В этих условиях совершенно неожиданно для всех игроков «европейского концерта» в Сараево (столице аннексированной Австро-Венгрией Боснии и Герцеговины) боснийскими националистами 28 июня 1914 года был убит наследник австрийского престола Франц-Фердинанд. Террористов поддерживала тайная сербская организация «Черная рука», в которую входило большинство ведущих офицеров сербской армии. В Вене понимали, что убийство принца дает желанный повод расправиться с Сербией. Однако войну против нее не решалась начать без санкции Берлина. Там полагали с учетом опыта предыдущих кризисов, что Россия не решиться воевать из-за Сербии. Но даже если этот прогноз окажется неверным, немцы не боялись войны с Россией и Францией, надеясь на британский нейтралитет. 5 июля 1914 года германский император Вильгельм II дал австрийскому послу совет «не мешкать с выступлением» [5] . Вена сформулировала такой текст ультиматума Белграду который не мог быть принят суверенным государством. Официальная нота была передана Сербии 23 июля 1914 года с требованием принять содержавшиеся там условия в течение 48 часов (в т. ч. прекращение в Сербии всей антиавстрийской пропаганды, увольнение офицеров и чиновников согласно составленным Австро-Венгрией спискам, проведение австрийскими должностными лицами следствия на территории Сербии и т. д.).
5
История дипломатии. Т. II. М. 1963. С. 780.

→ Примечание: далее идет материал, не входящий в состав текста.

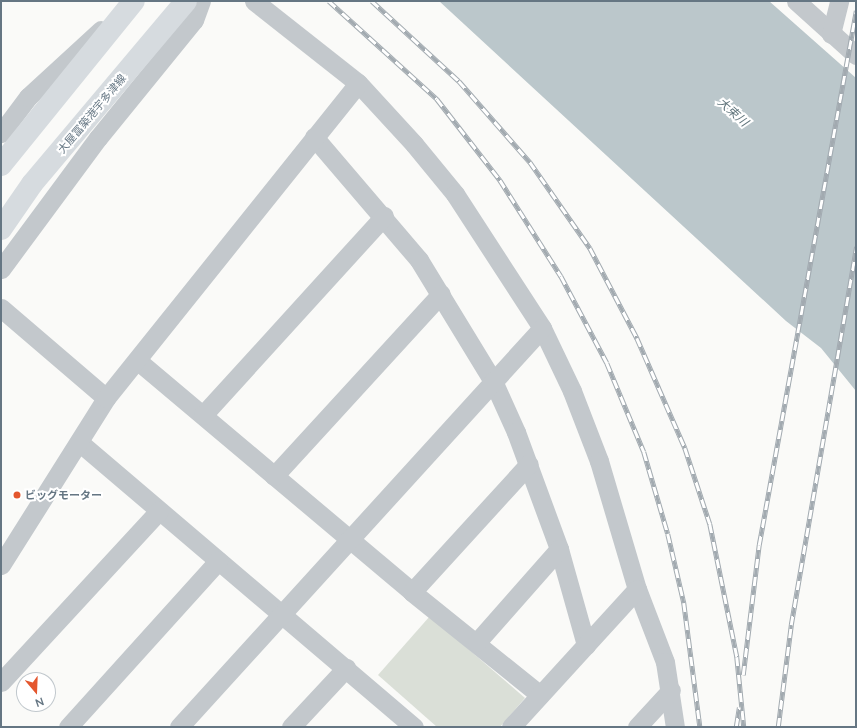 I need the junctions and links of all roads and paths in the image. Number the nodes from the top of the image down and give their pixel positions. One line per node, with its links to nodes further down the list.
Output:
1 (133, 1): 10 (street); 12 (main road)
2 (186, 1): 14 (main road, 大屋冨築港宇多津線)
3 (201, 1): 15 (street)
4 (254, 1): 9 (street)
5 (796, 1): 7 (street)
6 (839, 1): 7 (street)
7 (831, 34): 8 (street)
8 (856, 55)
9 (358, 83): 11 (street); 18 (street)
10 (1, 134)
11 (314, 137): 13 (street); 19 (street)
12 (1, 165)
13 (384, 216): 16 (street); 22 (street)
14 (1, 229)
15 (1, 269)
16 (441, 294): 20 (street); 25 (street)
17 (1, 308): 21 (street)
18 (542, 328): 20 (street); 31 (street)
19 (138, 361): 21 (street); 22 (street)
20 (493, 381): 24 (street); 27 (street)
21 (106, 398): 23 (street)
22 (203, 415): 25 (street)
23 (79, 442): 26 (street); 30 (street)
24 (529, 464): 28 (street); 32 (street)
25 (274, 476): 27 (street)
26 (159, 510): 29 (street); 37 (street)
27 (350, 540): 32 (street); 33 (street)
28 (559, 549): 34 (street); 35 (street)
29 (218, 561): 33 (street); 41 (street)
30 (1, 565)
31 (637, 589): 35 (street); 38 (street)
32 (412, 592): 34 (street)
33 (282, 616): 36 (street); 42 (street)
34 (477, 642): 39 (street)
35 (586, 645): 39 (street)
36 (346, 668): 40 (street); 43 (street)
37 (1, 682)
38 (671, 690): 45 (street); 46 (street)
39 (540, 695): 44 (street)
40 (409, 725)
41 (68, 727)
42 (179, 727)
43 (291, 727)
44 (511, 727)
45 (637, 727)
46 (675, 727)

Россия незадолго до вручения ультиматума настоятельно просила Англию и Францию предпринять коллективный демарш в Вене, однако англичане отказались пойти на это. В этих условиях Петербург рекомендовал Белграду принять ультиматум и передать австро-сербский спор на рассмотрение великих держав. Сербы так и поступали, отказавшись в мягкой форме лишь от допуска австрийских чиновников на свою территорию. Воспользовавшись этим небольшим спорным моментом, Австро-Венгрия 28 июля объявила Сербии войну. До этого дня в контактах с германским послом в Лондоне Лихновским министр иностранных дел Великобритании Э.Грей создавал у Берлина иллюзию, что Лондон останется нейтральным. Но 29 июля Грей заявил Лихновскому, что если в грядущую австро-русскую войну будет вовлечена Франция, то Англия не сможет остаться в стороне. Вильгельм II, был потрясен, назвав в порыве гнева англичан «низкой торгашеской сволочью». 30 июля Берлин стал активно уговаривать Вену прекратить военные действия против Сербии и принять посредничество великих держав. Но австрийцы теперь уже не желали учитывать мнение своего союзника, надеясь на легкую победу еще до вступления в конфликт русской армии.
Николай II пытался побудить Вильгельма II остановить Австрию, которая начала мобилизацию – т. е. сделала шаг, уже прямо направленный против России (победить Сербию австрийцы надеялись армией мирного времени). Кайзер для вида согласился, стремясь оттянуть российскую мобилизацию. 29 июля царь подписал указ о всеобщей мобилизации, но затем под влиянием полученной от Вильгельма телеграммы отменил его. Но 30 июля военный министр Сухомлинов и глава МИД Сазонов все же убедили царя передать указ о всеобщей мобилизации в военные округа. 31 июля царский указ был объявлен официально. В тот же день германский посол в Петербурге Пурталес сообщил Сазонову, что если Россия не отменит мобилизацию 1 августа до 12 часов дня, к такой же мере прибегнет и Германия. Пурталес заметил, что это еще не означает войну, хотя на самом деле в Берлине готовились объявить ее при любом ответе российской стороны, что и произошло 1 августа 1914 года. В тот же день согласно своим союзническим обязательствам начала мобилизацию Франция, на что Германия ответила 3 августа объявлением ей войны. В британском кабинете шла напряженная внутренняя борьба, и исход и ее в пользу сторонников войны был решен только после германского ультиматума Бельгии с требованием пропуска немецких войск через свою территорию.